EXERCISE DATA START

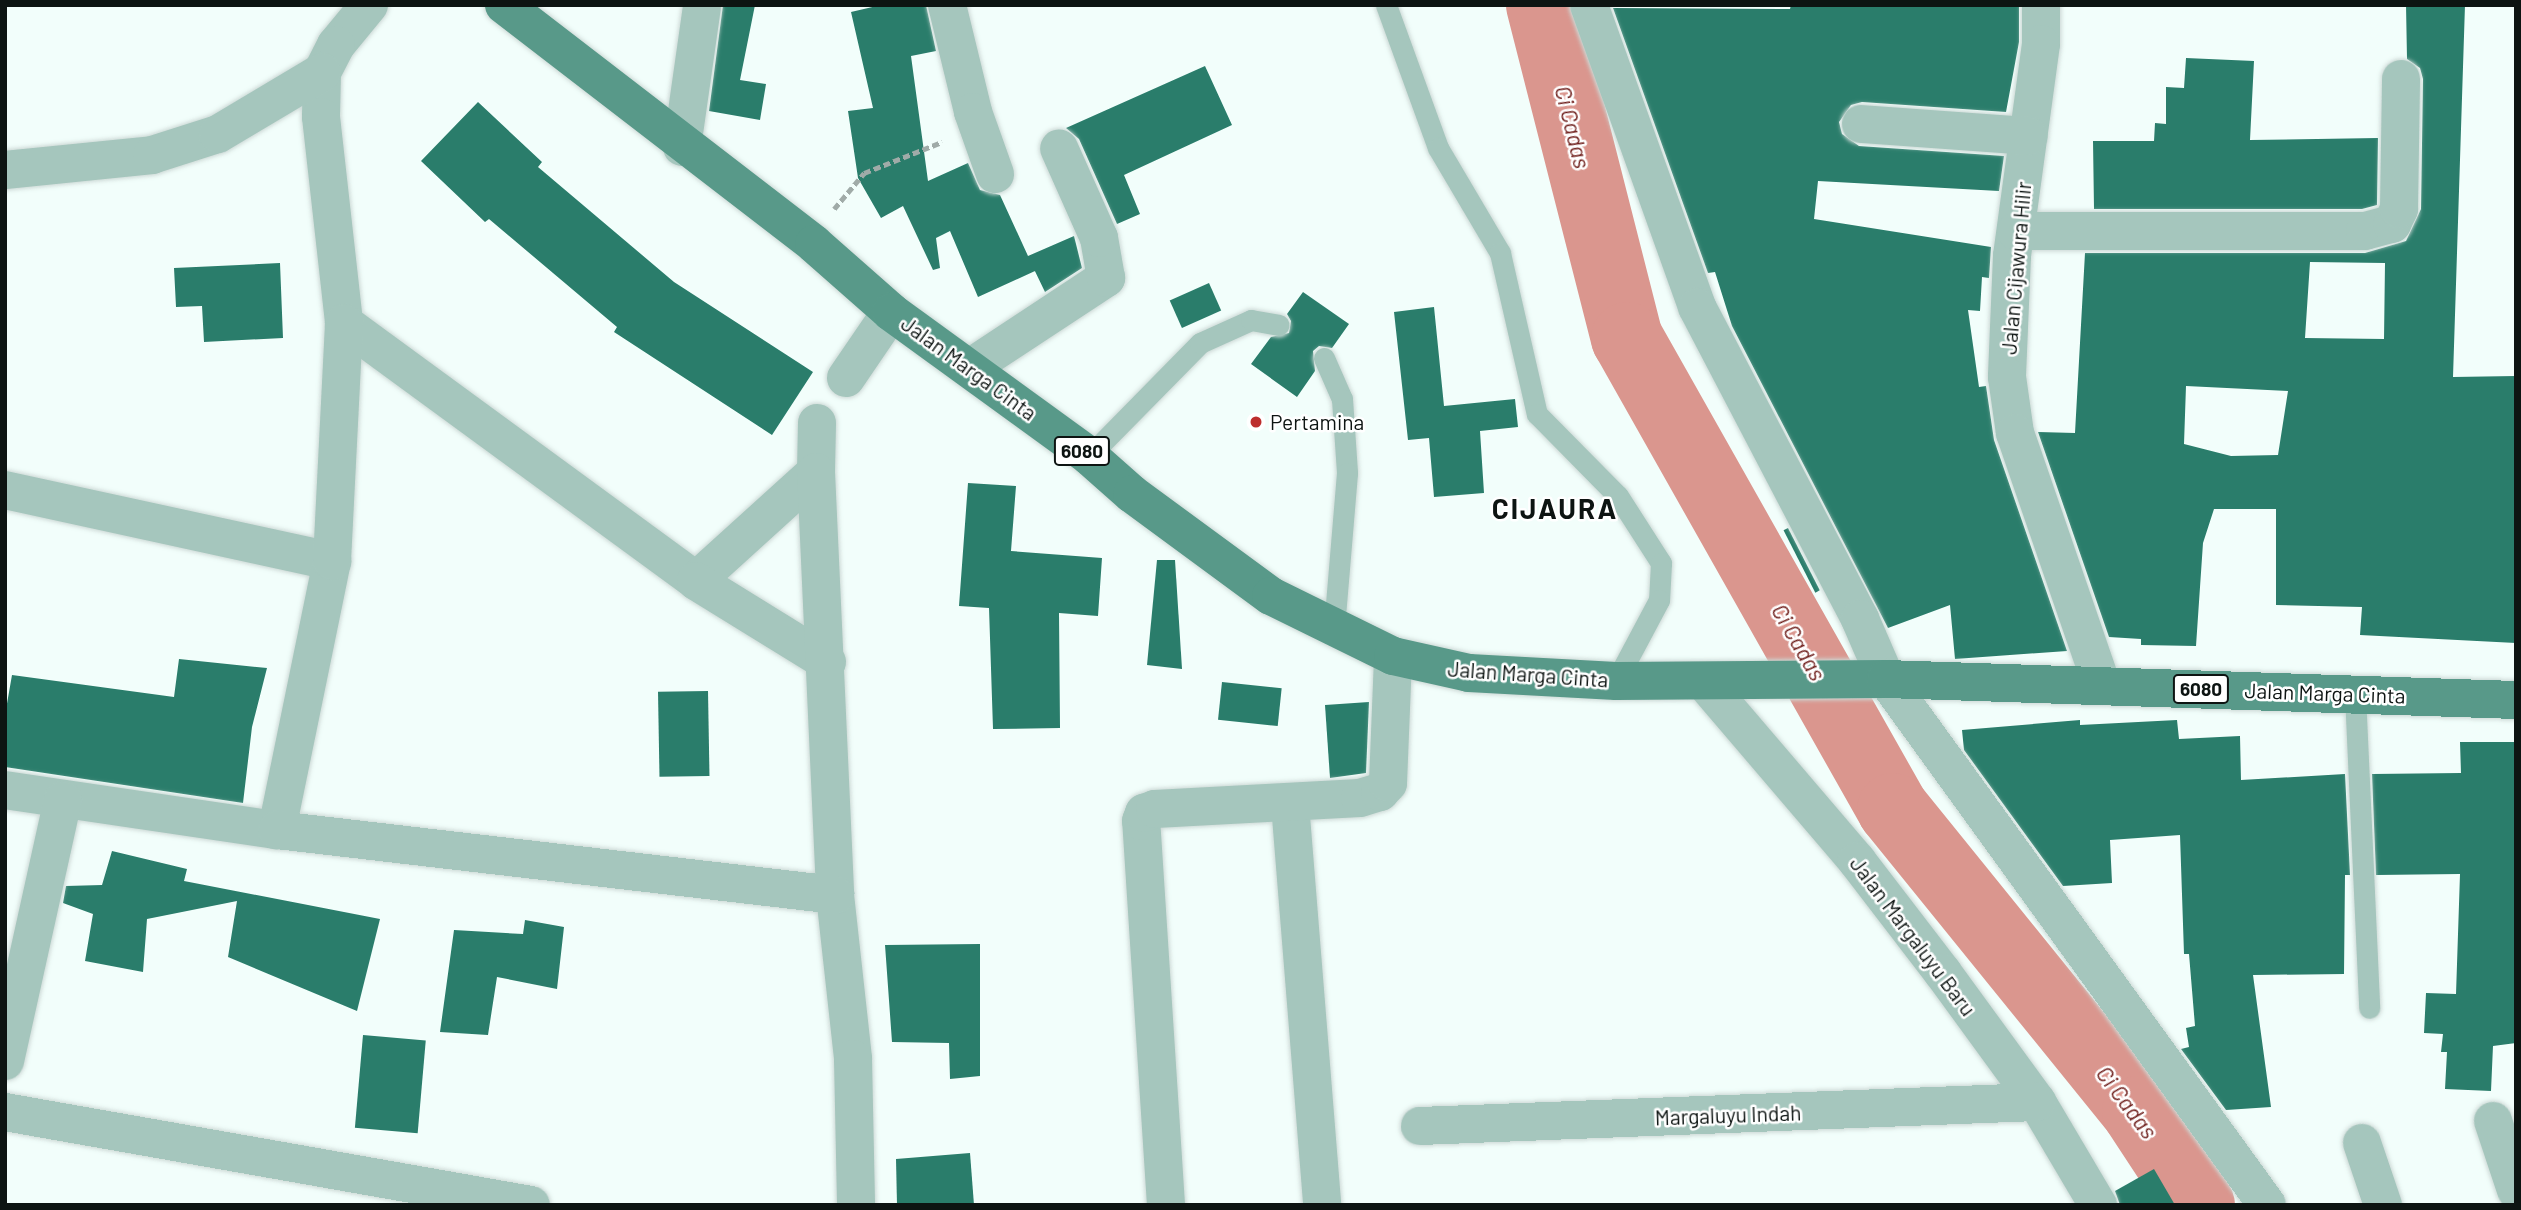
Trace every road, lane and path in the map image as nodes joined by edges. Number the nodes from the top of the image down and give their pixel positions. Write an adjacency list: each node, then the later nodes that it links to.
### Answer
1 (505, 5): 13 (main road, Jalan Marga Cinta / 6080)
2 (947, 5): 11 (street)
3 (1386, 5): 35 (lane)
4 (1589, 5): 34 (street)
5 (2041, 5): 12 (street, Jalan Cijawura Hilir)
6 (367, 7): 8 (street)
7 (702, 7): 13 (street)
8 (322, 72): 15 (street); 20 (street)
9 (2401, 79): 17 (street)
10 (1861, 124): 12 (street)
11 (980, 130): 16 (street); 18 (path)
12 (2029, 136): 17 (street, Jalan Cijawura Hilir)
13 (682, 147): 18 (main road, Jalan Marga Cinta / 6080)
14 (1059, 148): 23 (street)
15 (5, 170)
16 (995, 174)
17 (2016, 231): 37 (street, Jalan Cijawura Hilir)
18 (814, 244): 19 (main road, Jalan Marga Cinta / 6080)
19 (891, 313): 23 (main road, Jalan Marga Cinta / 6080); 24 (street)
20 (344, 323): 29 (street); 30 (street)
21 (1279, 325): 26 (lane)
22 (1324, 358): 31 (lane)
23 (971, 367): 26 (main road, Jalan Marga Cinta / 6080)
24 (846, 378)
25 (817, 423): 27 (street)
26 (1089, 456): 31 (main road, Jalan Marga Cinta / 6080)
27 (816, 472): 30 (street); 33 (street)
28 (5, 490): 29 (street)
29 (332, 561): 43 (street)
30 (696, 581): 33 (street)
31 (1334, 629): 32 (main road, Jalan Marga Cinta / 6080)
32 (1393, 656): 35 (main road, Jalan Marga Cinta / 6080); 42 (street)
33 (827, 662): 44 (street)
34 (1886, 680): 36 (main road, Jalan Marga Cinta / 6080); 37 (main road, Jalan Marga Cinta / 6080); 59 (street)
35 (1616, 681): 36 (main road, Jalan Marga Cinta / 6080)
36 (1706, 684): 47 (street, Jalan Margaluyu Baru)
37 (2102, 685): 38 (main road, Jalan Marga Cinta / 6080)
38 (2355, 694): 39 (main road, Jalan Marga Cinta / 6080); 45 (lane)
39 (2516, 700)
40 (5, 790): 41 (street)
41 (63, 800): 43 (street); 46 (street)
42 (1290, 804): 56 (street); 57 (street)
43 (277, 830): 44 (street)
44 (835, 895): 55 (street)
45 (2369, 1007)
46 (5, 1061)
47 (2037, 1102): 50 (street, Margaluyu Indah); 58 (street, Jalan Margaluyu Baru)
48 (5, 1112): 52 (street)
49 (2493, 1121): 53 (street)
50 (1420, 1126)
51 (2362, 1143): 60 (street)
52 (356, 1190): 54 (street)
53 (2516, 1190)
54 (531, 1205)
55 (856, 1205)
56 (1166, 1205)
57 (1322, 1205)
58 (2098, 1205)
59 (2267, 1205)
60 (2383, 1205)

EXERCISE DATA END

Once the pictures are set aside, please reproduce the remaining material word for word.

#### [OUTPUT OF THE TASK]
Trace every road, lane and path in the map image as nodes joined by edges. Number the nodes from the top of the image down and give their pixel positions. Write an adjacency list: each node, then the later nodes that it links to.
### Answer
1 (505, 5): 13 (main road, Jalan Marga Cinta / 6080)
2 (947, 5): 11 (street)
3 (1386, 5): 35 (lane)
4 (1589, 5): 34 (street)
5 (2041, 5): 12 (street, Jalan Cijawura Hilir)
6 (367, 7): 8 (street)
7 (702, 7): 13 (street)
8 (322, 72): 15 (street); 20 (street)
9 (2401, 79): 17 (street)
10 (1861, 124): 12 (street)
11 (980, 130): 16 (street); 18 (path)
12 (2029, 136): 17 (street, Jalan Cijawura Hilir)
13 (682, 147): 18 (main road, Jalan Marga Cinta / 6080)
14 (1059, 148): 23 (street)
15 (5, 170)
16 (995, 174)
17 (2016, 231): 37 (street, Jalan Cijawura Hilir)
18 (814, 244): 19 (main road, Jalan Marga Cinta / 6080)
19 (891, 313): 23 (main road, Jalan Marga Cinta / 6080); 24 (street)
20 (344, 323): 29 (street); 30 (street)
21 (1279, 325): 26 (lane)
22 (1324, 358): 31 (lane)
23 (971, 367): 26 (main road, Jalan Marga Cinta / 6080)
24 (846, 378)
25 (817, 423): 27 (street)
26 (1089, 456): 31 (main road, Jalan Marga Cinta / 6080)
27 (816, 472): 30 (street); 33 (street)
28 (5, 490): 29 (street)
29 (332, 561): 43 (street)
30 (696, 581): 33 (street)
31 (1334, 629): 32 (main road, Jalan Marga Cinta / 6080)
32 (1393, 656): 35 (main road, Jalan Marga Cinta / 6080); 42 (street)
33 (827, 662): 44 (street)
34 (1886, 680): 36 (main road, Jalan Marga Cinta / 6080); 37 (main road, Jalan Marga Cinta / 6080); 59 (street)
35 (1616, 681): 36 (main road, Jalan Marga Cinta / 6080)
36 (1706, 684): 47 (street, Jalan Margaluyu Baru)
37 (2102, 685): 38 (main road, Jalan Marga Cinta / 6080)
38 (2355, 694): 39 (main road, Jalan Marga Cinta / 6080); 45 (lane)
39 (2516, 700)
40 (5, 790): 41 (street)
41 (63, 800): 43 (street); 46 (street)
42 (1290, 804): 56 (street); 57 (street)
43 (277, 830): 44 (street)
44 (835, 895): 55 (street)
45 (2369, 1007)
46 (5, 1061)
47 (2037, 1102): 50 (street, Margaluyu Indah); 58 (street, Jalan Margaluyu Baru)
48 (5, 1112): 52 (street)
49 (2493, 1121): 53 (street)
50 (1420, 1126)
51 (2362, 1143): 60 (street)
52 (356, 1190): 54 (street)
53 (2516, 1190)
54 (531, 1205)
55 (856, 1205)
56 (1166, 1205)
57 (1322, 1205)
58 (2098, 1205)
59 (2267, 1205)
60 (2383, 1205)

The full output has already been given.